What happens when a European member state such as Ireland or the Netherlands decides it wants to act like a corporate tax haven? Because taxation is a national sovereignty issue, the European commission can’t directly challenge the corporate tax laws of EU member states. So the commission has instead been trying to use state aid laws to prevent tax avoidance in smaller countries. This bundle of rules is designed to promote market competition and prevent countries giving unfair advantages to companies. In the eyes of the commission, allowing a company to avoid taxes is much like giving it a cash subsidy.

In 2016, the European commission found that Apple had transferred around €110bn of sales from their European operations to a head office of two subsidiaries in Ireland. These subsidiaries were registered in Ireland, but were non-resident for tax purposes – so Apple’s profits in Irish accounts weren’t taxed. In a controversial ruling, the commission decided that Ireland had given special treatment to these Apple subsidiaries. In other words, Ireland had actively facilitated the Apple group’s corporate tax avoidance strategies. According to the commission, these tax incentives amounted to illegal state aid, and Apple were ordered to pay the Irish government almost €14bn in unpaid taxes.

But the reality is more complicated. Although Apple has a huge presence in Ireland, where it employs some 6,000 people, this was not Irish money – it was profit generated from sales in other countries. The profits that accumulated, tax free, in Apple subsidiary accounts in Ireland ought to have been declared and paid in the US. Apple was simply exploiting a loophole in US and Irish law that allowed it to store its profits without paying tax legitimately, if it signalled it eventually intended to send this money back to the US.

This week, the general court of the European Union overturned the European commission ruling. It found that, despite the fact that Ireland may have facilitated tax avoidance, what it did was not illegal state aid. While the commission might have been right that the money was sitting tax free in these Irish accounts, it was wrong to conclude that the Irish state should tax these profits as though they were generated in Ireland. Apple has since 2016 repatriated a lot of its cash in Ireland back to the US following the Trump administration’s tax reforms.

What Apple was doing wasn’t that different to what many big tech firms do. Corporate tax law is complicated, but when you strip away the complex legal and accounting jargon, the strategies that multinationals use to reduce their tax are straightforward. They set up companies within companies of their global holding corporate group. They then shift their assets, profit and income within this group to those companies in lower tax jurisdictions to avoid paying higher taxes.
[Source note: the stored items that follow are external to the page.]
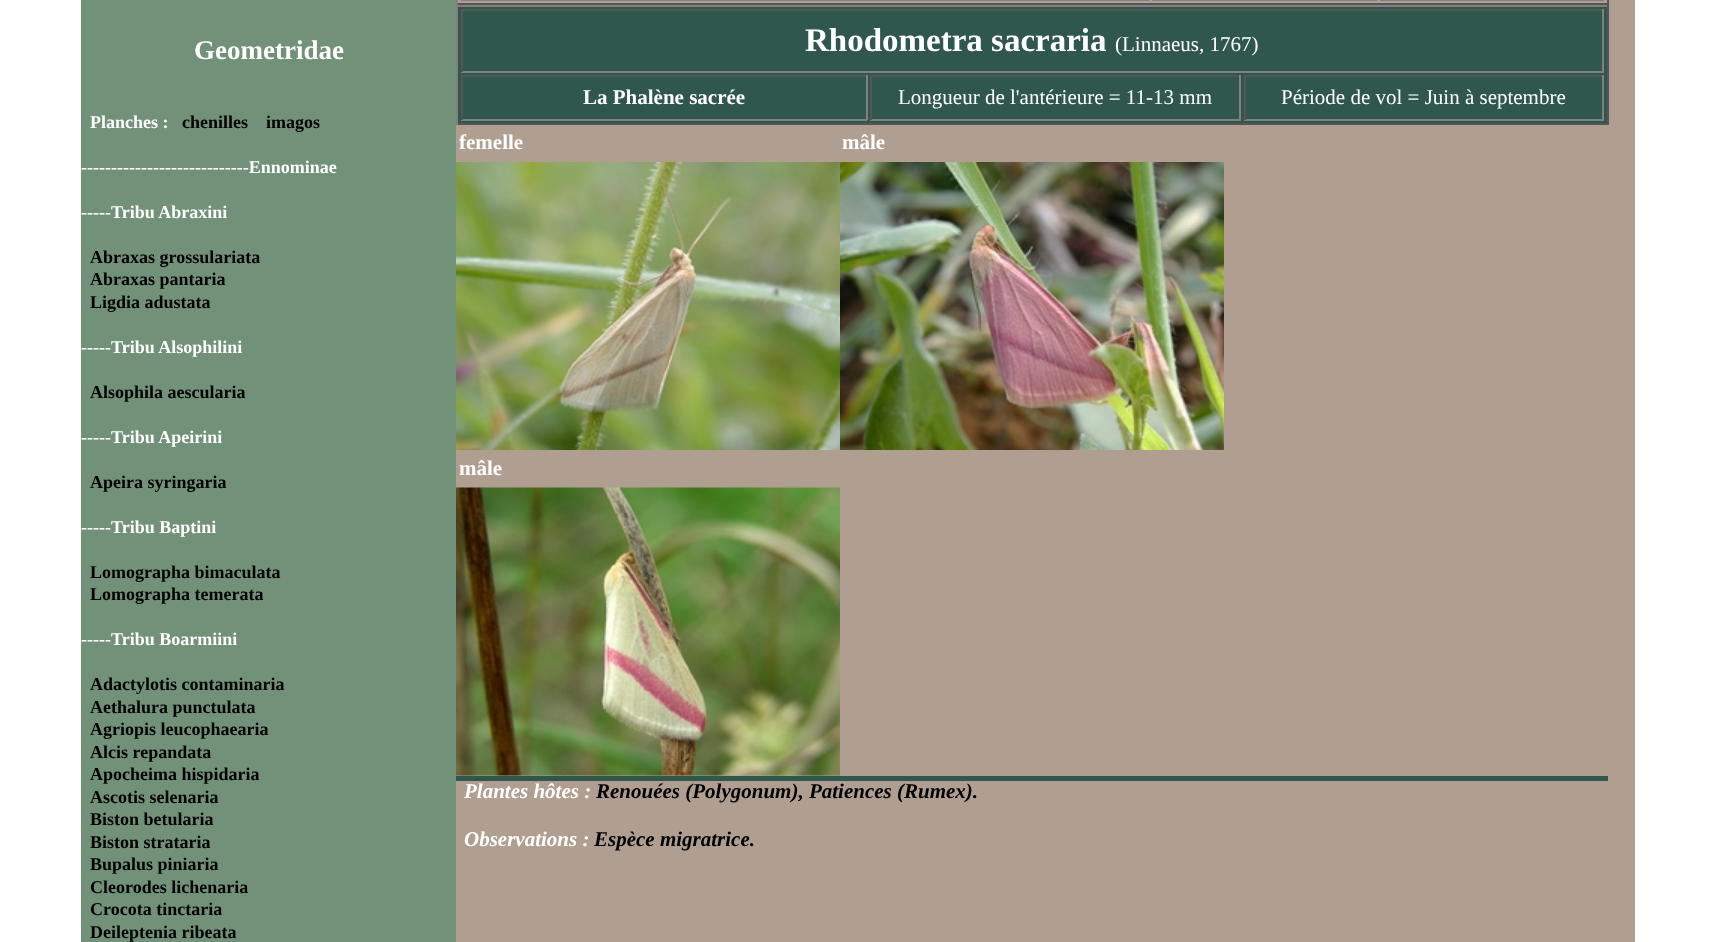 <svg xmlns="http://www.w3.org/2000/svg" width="1713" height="942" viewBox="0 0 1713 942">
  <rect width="100%" height="100%" fill="#fff"/>
  <path d="M81 0h375v942H81z" fill="#729179"/>
  <path d="M456 0h1179v942H456z" fill="#b09f91"/>
  <path d="M1607 0h2v5H1607z" fill="#555"/>
  <path d="M456 3h1152v2H456z" fill="#555"/>
  <path d="M456 0h2v5H456z" fill="#808080"/>
  <path d="M461 0h688v1H461z" fill="#808080"/>
  <path d="M1152 0h225v1H1152z" fill="#808080"/>
  <path d="M1380 0h224v1H1380z" fill="#808080"/>
  <path d="M458 7h1149v116H458z" fill="#2f574d"/>
  <path d="M456 5h1152v2H456z" fill="#808080"/>
  <path d="M1607 5h2v120H1607z" fill="#555"/>
  <path d="M456 123h1152v2H456z" fill="#555"/>
  <path d="M456 5h2v120H456z" fill="#808080"/>
  <path d="M461 9h1143v2H461z" fill="#555"/>
  <path d="M1602 9h2v63H1602z" fill="#808080"/>
  <path d="M461 71h1143v2H461z" fill="#808080"/>
  <path d="M461 9h2v63H461z" fill="#555"/>
  <path d="M461 75h406v2H461z" fill="#555"/>
  <path d="M866 75h2v45H866z" fill="#808080"/>
  <path d="M461 119h406v2H461z" fill="#808080"/>
  <path d="M461 75h2v45H461z" fill="#555"/>
  <path d="M870 75h371v2H870z" fill="#555"/>
  <path d="M1239 75h2v45H1239z" fill="#808080"/>
  <path d="M870 119h371v2H870z" fill="#808080"/>
  <path d="M870 75h2v45H870z" fill="#555"/>
  <path d="M1244 75h360v2H1244z" fill="#555"/>
  <path d="M1602 75h2v45H1602z" fill="#808080"/>
  <path d="M1244 119h360v2H1244z" fill="#808080"/>
  <path d="M1244 75h2v45H1244z" fill="#555"/>
  <image x="456" y="162" width="384" height="288" href="img/1.png"/>
  <image x="840" y="162" width="384" height="288" href="img/2.png"/>
  <image x="456" y="487" width="384" height="289" href="img/3.png"/>
  <path d="M456 776h1152v5H456z" fill="#2f574d"/>
  <text x="194" y="59" font-family="Liberation Serif" font-size="27" font-weight="bold" fill="#fff">Geometridae</text>
  <text x="90" y="128" font-family="Liberation Serif" font-size="18" font-weight="bold" fill="#fff">Planches :</text>
  <g font-family="Liberation Serif" font-size="18" font-weight="bold" fill="#000">
    <text x="182" y="128">chenilles</text>
    <text x="266" y="128">imagos</text>
  </g>
  <g font-family="Liberation Serif" font-size="18" font-weight="bold" fill="#fff">
    <text x="81" y="173">----------------------------Ennominae</text>
    <text x="81" y="218">-----Tribu Abraxini</text>
  </g>
  <g font-family="Liberation Serif" font-size="18" font-weight="bold" fill="#000">
    <text x="90" y="263">Abraxas grossulariata</text>
    <text x="90" y="285">Abraxas pantaria</text>
    <text x="90" y="308">Ligdia adustata</text>
  </g>
  <text x="81" y="353" font-family="Liberation Serif" font-size="18" font-weight="bold" fill="#fff">-----Tribu Alsophilini</text>
  <text x="90" y="398" font-family="Liberation Serif" font-size="18" font-weight="bold" fill="#000">Alsophila aescularia</text>
  <text x="81" y="443" font-family="Liberation Serif" font-size="18" font-weight="bold" fill="#fff">-----Tribu Apeirini</text>
  <text x="90" y="488" font-family="Liberation Serif" font-size="18" font-weight="bold" fill="#000">Apeira syringaria</text>
  <text x="81" y="533" font-family="Liberation Serif" font-size="18" font-weight="bold" fill="#fff">-----Tribu Baptini</text>
  <g font-family="Liberation Serif" font-size="18" font-weight="bold" fill="#000">
    <text x="90" y="578">Lomographa bimaculata</text>
    <text x="90" y="600">Lomographa temerata</text>
  </g>
  <text x="81" y="645" font-family="Liberation Serif" font-size="18" font-weight="bold" fill="#fff">-----Tribu Boarmiini</text>
  <g font-family="Liberation Serif" font-size="18" font-weight="bold" fill="#000">
    <text x="90" y="690">Adactylotis contaminaria</text>
    <text x="90" y="713">Aethalura punctulata</text>
    <text x="90" y="735">Agriopis leucophaearia</text>
    <text x="90" y="758">Alcis repandata</text>
    <text x="90" y="780">Apocheima hispidaria</text>
    <text x="90" y="803">Ascotis selenaria</text>
    <text x="90" y="825">Biston betularia</text>
    <text x="90" y="848">Biston strataria</text>
    <text x="90" y="870">Bupalus piniaria</text>
    <text x="90" y="893">Cleorodes lichenaria</text>
    <text x="90" y="915">Crocota tinctaria</text>
    <text x="90" y="938">Deileptenia ribeata</text>
  </g>
  <text x="805" y="51" font-family="Liberation Serif" font-size="33" font-weight="bold" fill="#fff">Rhodometra sacraria</text>
  <text x="1115" y="51" font-family="Liberation Serif" font-size="21" fill="#fff">(Linnaeus, 1767)</text>
  <text x="583" y="104" font-family="Liberation Serif" font-size="21" font-weight="bold" fill="#fff">La Phalène sacrée</text>
  <g font-family="Liberation Serif" font-size="21" fill="#fff">
    <text x="898" y="104">Longueur de l'antérieure = 11-13 mm</text>
    <text x="1281" y="104">Période de vol = Juin à septembre</text>
  </g>
  <g font-family="Liberation Serif" font-size="21" font-weight="bold" fill="#fff">
    <text x="459" y="149">femelle</text>
    <text x="842" y="149">mâle</text>
    <text x="459" y="475">mâle</text>
  </g>
  <text x="464" y="798" font-family="Liberation Serif" font-size="21" font-weight="bold" font-style="italic" fill="#fff">Plantes hôtes :</text>
  <text x="596" y="798" font-family="Liberation Serif" font-size="21" font-weight="bold" font-style="italic" fill="#000">Renouées (Polygonum), Patiences (Rumex).</text>
  <text x="464" y="846" font-family="Liberation Serif" font-size="21" font-weight="bold" font-style="italic" fill="#fff">Observations :</text>
  <text x="594" y="846" font-family="Liberation Serif" font-size="21" font-weight="bold" font-style="italic" fill="#000">Espèce migratrice.</text>
</svg>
And let’s be under no illusion. Big-tech US multinational enterprises such as Apple create globally linked subsidiaries and holding groups in small European states for tax purposes. More than half of global trade and investment takes place within multinational groups. Because each subsidiary of the group is resident in a sovereign state, each subsidiary is taxed differently in each state, making it easy for multinationals to move money around the globe.
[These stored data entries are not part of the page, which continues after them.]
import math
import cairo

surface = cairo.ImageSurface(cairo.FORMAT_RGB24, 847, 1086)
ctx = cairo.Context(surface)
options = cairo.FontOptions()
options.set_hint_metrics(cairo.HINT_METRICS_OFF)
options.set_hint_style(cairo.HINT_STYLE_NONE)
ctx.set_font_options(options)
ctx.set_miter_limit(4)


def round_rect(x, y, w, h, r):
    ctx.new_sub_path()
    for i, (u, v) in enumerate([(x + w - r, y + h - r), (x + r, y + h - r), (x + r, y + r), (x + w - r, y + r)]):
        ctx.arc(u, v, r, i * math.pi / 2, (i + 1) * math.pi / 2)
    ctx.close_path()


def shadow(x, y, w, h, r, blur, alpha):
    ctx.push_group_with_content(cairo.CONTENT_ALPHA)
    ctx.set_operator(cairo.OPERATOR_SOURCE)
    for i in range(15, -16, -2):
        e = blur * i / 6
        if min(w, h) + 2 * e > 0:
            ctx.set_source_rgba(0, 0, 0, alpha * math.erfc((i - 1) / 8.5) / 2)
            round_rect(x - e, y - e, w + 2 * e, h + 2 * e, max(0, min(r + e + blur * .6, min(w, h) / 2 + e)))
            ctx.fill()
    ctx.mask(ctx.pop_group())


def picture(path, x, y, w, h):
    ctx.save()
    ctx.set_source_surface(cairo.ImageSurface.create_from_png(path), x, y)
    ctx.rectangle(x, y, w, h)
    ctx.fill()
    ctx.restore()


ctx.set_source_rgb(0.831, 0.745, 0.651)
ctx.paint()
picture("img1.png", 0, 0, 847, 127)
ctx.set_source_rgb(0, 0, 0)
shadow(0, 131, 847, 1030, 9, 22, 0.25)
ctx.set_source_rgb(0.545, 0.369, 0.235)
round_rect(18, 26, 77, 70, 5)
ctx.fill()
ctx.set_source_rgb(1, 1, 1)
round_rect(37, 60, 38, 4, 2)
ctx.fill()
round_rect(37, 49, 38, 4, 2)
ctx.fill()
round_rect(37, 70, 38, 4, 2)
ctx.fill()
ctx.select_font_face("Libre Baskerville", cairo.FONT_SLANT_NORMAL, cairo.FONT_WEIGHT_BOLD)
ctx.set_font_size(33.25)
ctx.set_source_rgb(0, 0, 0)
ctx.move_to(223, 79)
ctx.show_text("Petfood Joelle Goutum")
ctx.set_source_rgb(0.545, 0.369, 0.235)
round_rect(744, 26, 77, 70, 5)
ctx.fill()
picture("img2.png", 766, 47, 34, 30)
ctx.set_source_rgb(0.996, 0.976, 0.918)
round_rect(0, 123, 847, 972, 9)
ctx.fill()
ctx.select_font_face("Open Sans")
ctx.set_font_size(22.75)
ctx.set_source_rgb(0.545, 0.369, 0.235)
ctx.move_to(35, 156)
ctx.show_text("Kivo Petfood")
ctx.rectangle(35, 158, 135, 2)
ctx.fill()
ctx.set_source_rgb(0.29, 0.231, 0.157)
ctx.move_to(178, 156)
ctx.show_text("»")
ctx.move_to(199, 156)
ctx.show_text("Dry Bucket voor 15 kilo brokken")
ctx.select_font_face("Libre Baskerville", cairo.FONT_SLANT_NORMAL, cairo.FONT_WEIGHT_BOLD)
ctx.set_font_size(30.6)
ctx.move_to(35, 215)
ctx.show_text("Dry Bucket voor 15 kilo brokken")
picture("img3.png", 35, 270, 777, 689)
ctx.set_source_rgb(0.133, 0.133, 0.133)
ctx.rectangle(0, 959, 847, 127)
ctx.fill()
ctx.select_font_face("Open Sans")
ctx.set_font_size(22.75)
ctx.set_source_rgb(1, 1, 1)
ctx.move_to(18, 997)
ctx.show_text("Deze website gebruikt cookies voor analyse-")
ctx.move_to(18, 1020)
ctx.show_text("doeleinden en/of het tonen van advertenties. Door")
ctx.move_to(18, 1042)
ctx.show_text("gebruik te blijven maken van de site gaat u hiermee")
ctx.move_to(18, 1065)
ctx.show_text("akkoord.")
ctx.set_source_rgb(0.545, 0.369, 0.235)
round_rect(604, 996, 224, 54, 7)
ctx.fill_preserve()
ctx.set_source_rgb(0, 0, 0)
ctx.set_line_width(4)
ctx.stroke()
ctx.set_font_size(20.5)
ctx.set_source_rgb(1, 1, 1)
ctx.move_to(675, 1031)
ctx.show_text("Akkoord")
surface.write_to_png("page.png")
The difference between a country that is a tax haven and one that simply offers a low tax regime to financial and corporate capital is a matter of degree. Like the tax havens of old, small European states are creating legislation that helps corporations to reduce tax obligations in other jurisdictions. These companies have specialised in harvesting the profits from intangible capital such as intellectual property, patents, copyright and trademarks. And as intangible capital grows in importance in the digital economy, the ability to tax it declines.

Although the notorious “double Irish” tax loopholes that allowed Apple to register non-tax resident subsidiaries have since been closed, legal structures aimed at attracting companies to onshore their intellectual property in Ireland have replaced them. Under these structures, an Irish subsidiary of a company like Apple could spend $50bn on buying intellectual property from a different subsidiary of the same multinational group in another country. To pay for this, the Irish subsidiary is given a loan from the same subsidiary that sells them the intellectual property. The Irish subsidiary now owns the intellectual property and the licence to use and make a profit from it. This scheme allows the Irish subsidiary to write off the cost of the $50bn purchase, and the loan used to pay for it, against future Irish tax.

Sounds complicated? That’s because it’s designed to be. But the bottom line is straightforward. These rules are designed to locate the intellectual property of the company in a lower tax jurisdiction. Unlike factories and machines, intellectual property such as patents, copyrights and brands can be easily moved across borders. And in the past few years, companies have been moving their intellectual property to low-tax jurisdictions, such as Ireland, that offer very favourable tax treatment.

Apple used this new capital allowance scheme in 2016 to shift its intellectual property out of Jersey into Ireland. This onshoring of €300bn of capital created the infamous 26% growth in Irish GDP. But this is little more than leprechaun economics – using Ireland as a treasure island for storing the intangible capital assets of big-tech multinational enterprises. And until the EU creates common laws that make tax avoidance in member states illegal, small sovereign states will continue to play an important role in helping global corporations minimise the tax they pay.